Source records:
******************************
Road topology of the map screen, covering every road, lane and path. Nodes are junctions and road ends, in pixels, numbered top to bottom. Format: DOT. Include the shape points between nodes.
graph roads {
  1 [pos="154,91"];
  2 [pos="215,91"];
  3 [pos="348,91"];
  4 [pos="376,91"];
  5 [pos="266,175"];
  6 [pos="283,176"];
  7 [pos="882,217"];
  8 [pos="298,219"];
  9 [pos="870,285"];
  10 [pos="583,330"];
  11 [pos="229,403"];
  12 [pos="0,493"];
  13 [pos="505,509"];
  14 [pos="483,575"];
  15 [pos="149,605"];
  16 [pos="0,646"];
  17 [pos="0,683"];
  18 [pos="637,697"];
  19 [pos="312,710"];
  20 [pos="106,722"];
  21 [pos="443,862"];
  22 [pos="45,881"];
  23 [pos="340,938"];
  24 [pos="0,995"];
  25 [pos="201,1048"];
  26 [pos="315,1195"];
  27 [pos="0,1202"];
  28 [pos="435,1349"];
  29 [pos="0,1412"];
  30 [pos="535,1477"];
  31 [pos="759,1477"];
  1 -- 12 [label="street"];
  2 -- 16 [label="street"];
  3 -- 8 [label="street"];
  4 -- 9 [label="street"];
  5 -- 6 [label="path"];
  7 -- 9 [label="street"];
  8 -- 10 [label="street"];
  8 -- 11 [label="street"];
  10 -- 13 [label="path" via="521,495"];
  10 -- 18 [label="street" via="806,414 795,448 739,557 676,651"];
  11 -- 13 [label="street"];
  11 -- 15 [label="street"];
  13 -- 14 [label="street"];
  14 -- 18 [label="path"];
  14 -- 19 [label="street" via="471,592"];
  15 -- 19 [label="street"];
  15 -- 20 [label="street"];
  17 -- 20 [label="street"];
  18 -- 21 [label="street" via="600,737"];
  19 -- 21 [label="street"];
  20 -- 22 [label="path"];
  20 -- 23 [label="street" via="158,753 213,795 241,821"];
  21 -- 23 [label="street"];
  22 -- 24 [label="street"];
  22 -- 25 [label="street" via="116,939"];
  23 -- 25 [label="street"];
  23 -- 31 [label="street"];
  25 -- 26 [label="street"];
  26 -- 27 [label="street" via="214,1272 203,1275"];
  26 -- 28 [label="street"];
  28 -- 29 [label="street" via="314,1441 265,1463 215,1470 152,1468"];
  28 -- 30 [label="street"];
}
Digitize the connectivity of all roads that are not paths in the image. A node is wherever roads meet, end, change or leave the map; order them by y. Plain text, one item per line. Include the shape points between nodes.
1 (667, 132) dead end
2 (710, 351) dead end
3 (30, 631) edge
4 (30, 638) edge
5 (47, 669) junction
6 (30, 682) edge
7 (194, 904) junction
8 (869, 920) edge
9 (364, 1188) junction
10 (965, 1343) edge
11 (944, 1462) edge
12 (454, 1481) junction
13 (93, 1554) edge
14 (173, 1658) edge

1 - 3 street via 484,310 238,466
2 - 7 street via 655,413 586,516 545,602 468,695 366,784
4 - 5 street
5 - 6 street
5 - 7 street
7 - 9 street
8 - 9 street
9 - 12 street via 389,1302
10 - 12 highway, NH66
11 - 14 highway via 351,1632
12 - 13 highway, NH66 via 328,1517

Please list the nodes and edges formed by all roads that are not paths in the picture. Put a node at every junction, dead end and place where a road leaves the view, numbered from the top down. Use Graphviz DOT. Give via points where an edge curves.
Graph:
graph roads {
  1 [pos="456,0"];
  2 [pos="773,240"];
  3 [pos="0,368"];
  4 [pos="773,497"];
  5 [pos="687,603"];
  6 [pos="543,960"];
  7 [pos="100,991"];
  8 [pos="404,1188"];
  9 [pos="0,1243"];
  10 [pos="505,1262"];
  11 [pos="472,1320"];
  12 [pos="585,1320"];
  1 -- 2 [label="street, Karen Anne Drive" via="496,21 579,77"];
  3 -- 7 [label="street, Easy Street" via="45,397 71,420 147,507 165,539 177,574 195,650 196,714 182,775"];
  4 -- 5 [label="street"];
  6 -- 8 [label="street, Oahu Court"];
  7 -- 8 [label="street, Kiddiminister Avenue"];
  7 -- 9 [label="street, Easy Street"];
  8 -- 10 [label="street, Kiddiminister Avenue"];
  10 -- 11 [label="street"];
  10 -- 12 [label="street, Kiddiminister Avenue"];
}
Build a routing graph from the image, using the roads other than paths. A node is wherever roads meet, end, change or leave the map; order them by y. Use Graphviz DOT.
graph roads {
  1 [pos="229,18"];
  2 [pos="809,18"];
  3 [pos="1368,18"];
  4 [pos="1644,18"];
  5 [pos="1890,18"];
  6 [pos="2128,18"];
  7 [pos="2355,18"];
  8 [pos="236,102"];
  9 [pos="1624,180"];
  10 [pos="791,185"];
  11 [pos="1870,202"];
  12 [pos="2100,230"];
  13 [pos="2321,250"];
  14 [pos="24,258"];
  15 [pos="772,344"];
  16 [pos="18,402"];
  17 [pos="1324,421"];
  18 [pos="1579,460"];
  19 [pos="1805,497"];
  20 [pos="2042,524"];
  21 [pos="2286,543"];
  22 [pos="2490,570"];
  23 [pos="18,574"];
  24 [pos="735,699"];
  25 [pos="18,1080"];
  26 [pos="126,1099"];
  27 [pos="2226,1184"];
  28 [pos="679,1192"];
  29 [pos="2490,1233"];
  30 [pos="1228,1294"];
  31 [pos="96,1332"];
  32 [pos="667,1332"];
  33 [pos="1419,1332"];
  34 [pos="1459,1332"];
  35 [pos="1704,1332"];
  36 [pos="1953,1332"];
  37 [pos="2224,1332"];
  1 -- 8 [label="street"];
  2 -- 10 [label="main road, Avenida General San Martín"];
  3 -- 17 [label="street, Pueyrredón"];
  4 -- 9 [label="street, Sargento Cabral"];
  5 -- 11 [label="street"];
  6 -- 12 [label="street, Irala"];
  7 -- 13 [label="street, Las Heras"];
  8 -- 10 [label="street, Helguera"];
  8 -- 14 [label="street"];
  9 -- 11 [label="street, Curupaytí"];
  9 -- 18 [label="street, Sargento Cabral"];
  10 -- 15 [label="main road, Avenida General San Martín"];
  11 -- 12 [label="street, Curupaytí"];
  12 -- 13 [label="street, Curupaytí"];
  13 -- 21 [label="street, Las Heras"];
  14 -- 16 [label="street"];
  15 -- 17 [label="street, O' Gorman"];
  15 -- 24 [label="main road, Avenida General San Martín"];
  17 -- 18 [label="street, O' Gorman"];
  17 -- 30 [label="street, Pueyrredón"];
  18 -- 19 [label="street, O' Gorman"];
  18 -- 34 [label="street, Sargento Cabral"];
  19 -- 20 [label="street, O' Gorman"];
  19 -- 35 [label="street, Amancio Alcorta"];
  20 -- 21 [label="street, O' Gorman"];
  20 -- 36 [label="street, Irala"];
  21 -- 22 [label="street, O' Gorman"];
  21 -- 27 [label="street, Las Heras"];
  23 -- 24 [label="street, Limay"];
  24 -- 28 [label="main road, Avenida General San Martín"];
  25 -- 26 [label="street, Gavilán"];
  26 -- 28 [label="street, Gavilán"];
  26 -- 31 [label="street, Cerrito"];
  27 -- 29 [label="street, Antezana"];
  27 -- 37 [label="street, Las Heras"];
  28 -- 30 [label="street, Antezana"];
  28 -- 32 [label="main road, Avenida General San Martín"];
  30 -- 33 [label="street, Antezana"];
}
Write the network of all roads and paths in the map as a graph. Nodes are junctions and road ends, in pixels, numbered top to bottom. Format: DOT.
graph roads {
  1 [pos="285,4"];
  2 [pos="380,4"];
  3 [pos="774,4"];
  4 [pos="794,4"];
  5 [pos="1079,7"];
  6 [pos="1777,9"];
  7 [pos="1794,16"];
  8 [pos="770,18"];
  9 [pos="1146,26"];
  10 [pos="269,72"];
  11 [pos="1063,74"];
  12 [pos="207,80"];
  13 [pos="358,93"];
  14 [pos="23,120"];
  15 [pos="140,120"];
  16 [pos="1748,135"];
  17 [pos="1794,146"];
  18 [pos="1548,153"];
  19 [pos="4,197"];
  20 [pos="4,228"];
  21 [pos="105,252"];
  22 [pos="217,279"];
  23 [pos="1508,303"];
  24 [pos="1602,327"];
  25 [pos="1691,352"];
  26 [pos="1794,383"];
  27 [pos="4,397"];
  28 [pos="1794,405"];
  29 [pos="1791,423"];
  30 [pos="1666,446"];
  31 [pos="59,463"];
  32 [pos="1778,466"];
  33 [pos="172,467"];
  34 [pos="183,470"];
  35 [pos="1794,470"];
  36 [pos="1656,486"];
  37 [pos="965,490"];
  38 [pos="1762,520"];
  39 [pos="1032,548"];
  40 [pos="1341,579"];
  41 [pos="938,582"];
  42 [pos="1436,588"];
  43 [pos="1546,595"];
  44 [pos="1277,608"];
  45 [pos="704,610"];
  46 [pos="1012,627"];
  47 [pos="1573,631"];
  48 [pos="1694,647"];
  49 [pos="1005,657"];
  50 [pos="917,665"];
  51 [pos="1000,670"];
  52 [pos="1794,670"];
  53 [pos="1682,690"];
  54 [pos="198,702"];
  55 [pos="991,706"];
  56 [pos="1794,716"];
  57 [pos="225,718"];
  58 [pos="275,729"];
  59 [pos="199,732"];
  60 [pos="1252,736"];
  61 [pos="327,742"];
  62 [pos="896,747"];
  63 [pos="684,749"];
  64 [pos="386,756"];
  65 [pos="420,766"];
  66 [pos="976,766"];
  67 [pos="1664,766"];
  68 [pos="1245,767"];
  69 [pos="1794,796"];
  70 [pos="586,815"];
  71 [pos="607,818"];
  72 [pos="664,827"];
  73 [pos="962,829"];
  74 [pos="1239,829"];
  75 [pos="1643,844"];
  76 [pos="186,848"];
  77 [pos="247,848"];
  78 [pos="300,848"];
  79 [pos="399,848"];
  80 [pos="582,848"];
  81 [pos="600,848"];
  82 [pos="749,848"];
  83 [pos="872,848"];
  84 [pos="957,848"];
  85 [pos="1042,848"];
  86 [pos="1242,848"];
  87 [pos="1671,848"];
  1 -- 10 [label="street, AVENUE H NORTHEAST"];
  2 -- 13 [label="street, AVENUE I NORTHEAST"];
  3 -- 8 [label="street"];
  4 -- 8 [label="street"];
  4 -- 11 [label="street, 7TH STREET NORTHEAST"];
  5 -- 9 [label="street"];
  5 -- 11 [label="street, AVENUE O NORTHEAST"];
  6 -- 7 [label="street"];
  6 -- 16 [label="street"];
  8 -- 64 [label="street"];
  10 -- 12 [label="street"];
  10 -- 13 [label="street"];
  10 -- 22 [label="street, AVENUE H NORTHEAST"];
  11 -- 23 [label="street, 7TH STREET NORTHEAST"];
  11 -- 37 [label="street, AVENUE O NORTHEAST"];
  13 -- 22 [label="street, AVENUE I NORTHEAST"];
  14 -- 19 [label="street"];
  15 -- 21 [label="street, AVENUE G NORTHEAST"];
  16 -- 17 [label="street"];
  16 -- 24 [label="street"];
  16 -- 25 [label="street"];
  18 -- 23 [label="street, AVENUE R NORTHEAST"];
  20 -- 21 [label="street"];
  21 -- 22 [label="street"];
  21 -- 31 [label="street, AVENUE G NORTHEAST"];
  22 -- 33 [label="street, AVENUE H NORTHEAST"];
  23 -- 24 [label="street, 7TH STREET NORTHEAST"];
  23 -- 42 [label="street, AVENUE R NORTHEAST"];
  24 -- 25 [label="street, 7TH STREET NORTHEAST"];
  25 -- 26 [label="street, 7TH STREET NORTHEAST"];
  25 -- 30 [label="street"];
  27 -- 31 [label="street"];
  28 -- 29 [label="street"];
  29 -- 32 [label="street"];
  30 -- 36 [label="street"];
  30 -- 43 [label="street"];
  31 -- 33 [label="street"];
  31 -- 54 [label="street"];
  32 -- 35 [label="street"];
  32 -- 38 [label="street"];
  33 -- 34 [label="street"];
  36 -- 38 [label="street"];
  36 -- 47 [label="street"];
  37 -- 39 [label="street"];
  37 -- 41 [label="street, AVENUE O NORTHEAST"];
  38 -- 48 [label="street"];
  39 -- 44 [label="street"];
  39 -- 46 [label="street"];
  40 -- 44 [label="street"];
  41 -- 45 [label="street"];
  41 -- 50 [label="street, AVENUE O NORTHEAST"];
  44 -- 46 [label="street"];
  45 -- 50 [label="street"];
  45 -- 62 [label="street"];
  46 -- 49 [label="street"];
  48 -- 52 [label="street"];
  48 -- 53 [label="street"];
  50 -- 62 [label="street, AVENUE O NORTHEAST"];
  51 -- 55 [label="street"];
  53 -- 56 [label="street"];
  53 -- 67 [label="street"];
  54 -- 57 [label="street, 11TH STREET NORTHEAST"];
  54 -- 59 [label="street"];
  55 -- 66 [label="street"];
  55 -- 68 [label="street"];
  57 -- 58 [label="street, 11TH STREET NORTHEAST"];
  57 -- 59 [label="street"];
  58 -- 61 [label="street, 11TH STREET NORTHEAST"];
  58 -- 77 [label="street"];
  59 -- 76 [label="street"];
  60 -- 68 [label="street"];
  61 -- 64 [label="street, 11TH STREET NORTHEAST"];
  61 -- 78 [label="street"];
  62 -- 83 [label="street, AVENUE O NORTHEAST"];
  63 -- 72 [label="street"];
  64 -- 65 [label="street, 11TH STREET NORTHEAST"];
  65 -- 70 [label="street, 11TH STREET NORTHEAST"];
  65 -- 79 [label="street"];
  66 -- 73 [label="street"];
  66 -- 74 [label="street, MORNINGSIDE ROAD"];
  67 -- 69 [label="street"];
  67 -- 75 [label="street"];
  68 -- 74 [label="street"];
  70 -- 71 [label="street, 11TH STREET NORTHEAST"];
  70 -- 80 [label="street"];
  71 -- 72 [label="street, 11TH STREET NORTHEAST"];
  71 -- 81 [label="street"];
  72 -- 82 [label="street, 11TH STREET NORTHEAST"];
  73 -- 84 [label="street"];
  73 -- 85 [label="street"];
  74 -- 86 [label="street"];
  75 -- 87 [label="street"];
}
******************************
Task item:
Filter the records for lines containing the word "Format" and copy each one.

Result for this exercise:
Road topology of the map screen, covering every road, lane and path. Nodes are junctions and road ends, in pixels, numbered top to bottom. Format: DOT. Include the shape points between nodes.
Write the network of all roads and paths in the map as a graph. Nodes are junctions and road ends, in pixels, numbered top to bottom. Format: DOT.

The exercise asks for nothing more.